= Irène Heidelberger-Leonard =

Irène Heidelberger-Leonard is an Honorary Professorial Fellow at Queen Mary, University of London. She was Professor of German Literature at the Université libre de Bruxelles (ULB), where she taught for nearly 30 years, before she moved to London in 2009.

A Member of the Deutsche Akademie für Sprache und Dichtung (Darmstadt), she has written extensively on post-war German literature, including on such authors as Alfred Andersch, Ingeborg Bachmann, Jurek Becker, Thomas Bernhard, Günter Grass, Ruth Klüger, W. G. Sebald, and Peter Weiss.

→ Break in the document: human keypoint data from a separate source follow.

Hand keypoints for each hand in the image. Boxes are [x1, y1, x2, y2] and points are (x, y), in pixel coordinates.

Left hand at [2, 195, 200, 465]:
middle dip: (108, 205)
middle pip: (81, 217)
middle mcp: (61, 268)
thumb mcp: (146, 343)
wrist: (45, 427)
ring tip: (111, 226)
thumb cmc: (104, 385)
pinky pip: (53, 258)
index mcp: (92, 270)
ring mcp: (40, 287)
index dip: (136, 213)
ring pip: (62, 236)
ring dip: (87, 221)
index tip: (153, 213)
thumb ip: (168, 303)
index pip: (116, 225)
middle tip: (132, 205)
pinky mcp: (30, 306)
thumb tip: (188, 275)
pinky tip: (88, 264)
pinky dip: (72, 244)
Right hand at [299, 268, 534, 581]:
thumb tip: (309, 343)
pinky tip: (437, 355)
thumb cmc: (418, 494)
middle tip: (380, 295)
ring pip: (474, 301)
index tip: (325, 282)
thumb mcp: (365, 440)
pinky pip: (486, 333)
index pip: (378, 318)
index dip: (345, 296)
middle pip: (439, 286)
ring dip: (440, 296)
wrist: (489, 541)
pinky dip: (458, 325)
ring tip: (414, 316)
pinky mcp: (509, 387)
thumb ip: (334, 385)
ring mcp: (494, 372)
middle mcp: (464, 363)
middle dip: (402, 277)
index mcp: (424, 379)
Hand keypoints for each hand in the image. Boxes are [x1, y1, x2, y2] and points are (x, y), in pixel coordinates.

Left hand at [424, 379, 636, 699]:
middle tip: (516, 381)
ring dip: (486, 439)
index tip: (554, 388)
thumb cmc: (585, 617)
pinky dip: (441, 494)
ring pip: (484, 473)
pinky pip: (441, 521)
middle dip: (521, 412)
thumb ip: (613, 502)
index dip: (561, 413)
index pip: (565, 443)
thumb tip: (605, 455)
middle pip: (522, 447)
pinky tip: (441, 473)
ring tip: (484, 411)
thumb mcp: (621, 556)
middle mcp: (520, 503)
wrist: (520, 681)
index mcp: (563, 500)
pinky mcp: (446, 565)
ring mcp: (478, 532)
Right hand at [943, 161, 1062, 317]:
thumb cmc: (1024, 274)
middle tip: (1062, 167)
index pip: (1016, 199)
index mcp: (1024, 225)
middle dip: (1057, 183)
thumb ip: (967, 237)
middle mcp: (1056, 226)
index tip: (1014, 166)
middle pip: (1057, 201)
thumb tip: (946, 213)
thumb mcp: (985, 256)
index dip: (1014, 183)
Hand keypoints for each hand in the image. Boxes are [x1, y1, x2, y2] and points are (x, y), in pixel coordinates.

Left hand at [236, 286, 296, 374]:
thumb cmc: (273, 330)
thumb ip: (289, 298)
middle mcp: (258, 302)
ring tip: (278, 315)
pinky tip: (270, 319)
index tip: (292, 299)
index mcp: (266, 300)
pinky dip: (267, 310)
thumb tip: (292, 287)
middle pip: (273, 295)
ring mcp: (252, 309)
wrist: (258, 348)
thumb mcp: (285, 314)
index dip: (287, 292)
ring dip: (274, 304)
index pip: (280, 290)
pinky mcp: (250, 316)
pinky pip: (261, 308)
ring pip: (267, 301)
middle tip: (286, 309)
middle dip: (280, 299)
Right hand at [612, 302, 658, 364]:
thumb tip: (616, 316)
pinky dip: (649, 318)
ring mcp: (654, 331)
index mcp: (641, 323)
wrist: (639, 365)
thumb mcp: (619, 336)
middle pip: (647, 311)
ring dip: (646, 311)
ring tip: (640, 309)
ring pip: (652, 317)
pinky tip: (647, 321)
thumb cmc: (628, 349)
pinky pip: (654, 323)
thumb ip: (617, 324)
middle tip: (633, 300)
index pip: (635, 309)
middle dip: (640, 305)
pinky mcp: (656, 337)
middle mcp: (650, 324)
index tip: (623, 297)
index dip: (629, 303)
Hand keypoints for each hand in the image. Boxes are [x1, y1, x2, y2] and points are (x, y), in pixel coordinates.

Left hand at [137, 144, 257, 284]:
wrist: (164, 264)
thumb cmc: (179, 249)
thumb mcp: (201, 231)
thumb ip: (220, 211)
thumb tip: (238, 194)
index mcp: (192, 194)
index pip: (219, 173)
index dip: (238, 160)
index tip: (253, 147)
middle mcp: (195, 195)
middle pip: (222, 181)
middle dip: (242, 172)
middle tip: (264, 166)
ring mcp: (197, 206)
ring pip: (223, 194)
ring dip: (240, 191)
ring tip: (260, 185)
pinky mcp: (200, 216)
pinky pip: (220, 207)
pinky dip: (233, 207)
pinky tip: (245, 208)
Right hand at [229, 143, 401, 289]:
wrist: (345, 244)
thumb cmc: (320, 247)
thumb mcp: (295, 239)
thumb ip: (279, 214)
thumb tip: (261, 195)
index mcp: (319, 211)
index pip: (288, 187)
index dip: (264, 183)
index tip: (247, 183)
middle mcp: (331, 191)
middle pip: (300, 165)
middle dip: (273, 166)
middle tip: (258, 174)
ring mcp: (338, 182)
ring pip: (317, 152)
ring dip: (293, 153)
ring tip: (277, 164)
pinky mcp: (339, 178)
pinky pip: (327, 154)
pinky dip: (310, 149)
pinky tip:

Heidelberger-Leonard is the general editor of the 9-volume edition of the collected works of Jean Améry (Klett Cotta, Stuttgart, 2002-2008). Her biography of Jean Améry, Revolte in der Resignation, was named non-fiction Book of the Year by the German Cultural Foundation (2004) and was awarded the biennial Einhard Prize for Outstanding European Biography in 2005. The French translation, by Sacha Zilberfarb (Actes Sud, 2004), won the Raymond Aron Prize in 2005. The biography was also translated into Spanish by Elisa Renau (Universitat de València, 2010) and into English by Anthea Bell (I. B. Tauris, 2010) under the title The Philosopher of Auschwitz: Jean Améry and Living with the Holocaust.

Heidelberger-Leonard's most recent work is an intellectual biography of the Hungarian writer Imre Kertész, the recipient of the Nobel Prize in Literature in 2002.

== Major publications ==
- Imre Kertész: Leben und Werk. Wallstein Verlag. Göttingen, 2015.
- Jean Améry. Revolte in der Resignation. Klett-Cotta Verlag. Stuttgart 2004.
- Jean Améry, Werke, Band 1: Die Schiffbrüchigen, Lefeu oder Der Abbruch Aufsätze. Klett Cotta Verlag. Stuttgart 2007.
- Jean Améry, Werke, Band 9: Materialien. Mit einer Bibliographie und einem Register von Gudrun Bernhardt. Klett Cotta Verlag. Stuttgart 2008.
- Jean Améry im Dialog mit der zeitgenössischen Literatur: Essays. Ed. Hans Höller. Akademischer Verlag. Stuttgart 2002.
- Jean Améry. Der Schriftsteller. Ed. with Hans Höller. Akademischer Verlag. Stuttgart 2000.
- Text-Tollhaus für Bachmann-Süchtige? Westdeutscher Verlag. Wiesbaden 1998.
- Antiautobiographie zu Thomas Bernhards ‚Auslöschung’. With Hans Höller. Suhrkamp Verlag. Frankfurt/Main 1995.
- Alfred Andersch. With Volker Wehdekind. Westdeutscher Verlag. Wiesbaden 1994.
- Peter Weiss. Westdeutscher Verlag. Wiesbaden 1994.
- Jurek Becker. Suhrkamp Verlag. Frankfurt/Main 1992.
- Über Jean Améry. Universitätsverlag Winter GmbH. Heidelberg 1990.

See also:
Gedächtnis und Widerstand, Festschrift für Irene Heidelberger-Leonard, edited by Mireille Tabah with Sylvia Weiler and Christian Poetini. Stauffenburg Verlag, Tübingen 2009.

== Personal life ==
She was married to Dick Leonard, the British writer and journalist, and is the mother of Mark Leonard, an expert on foreign policy, and Miriam Leonard, a classical scholar.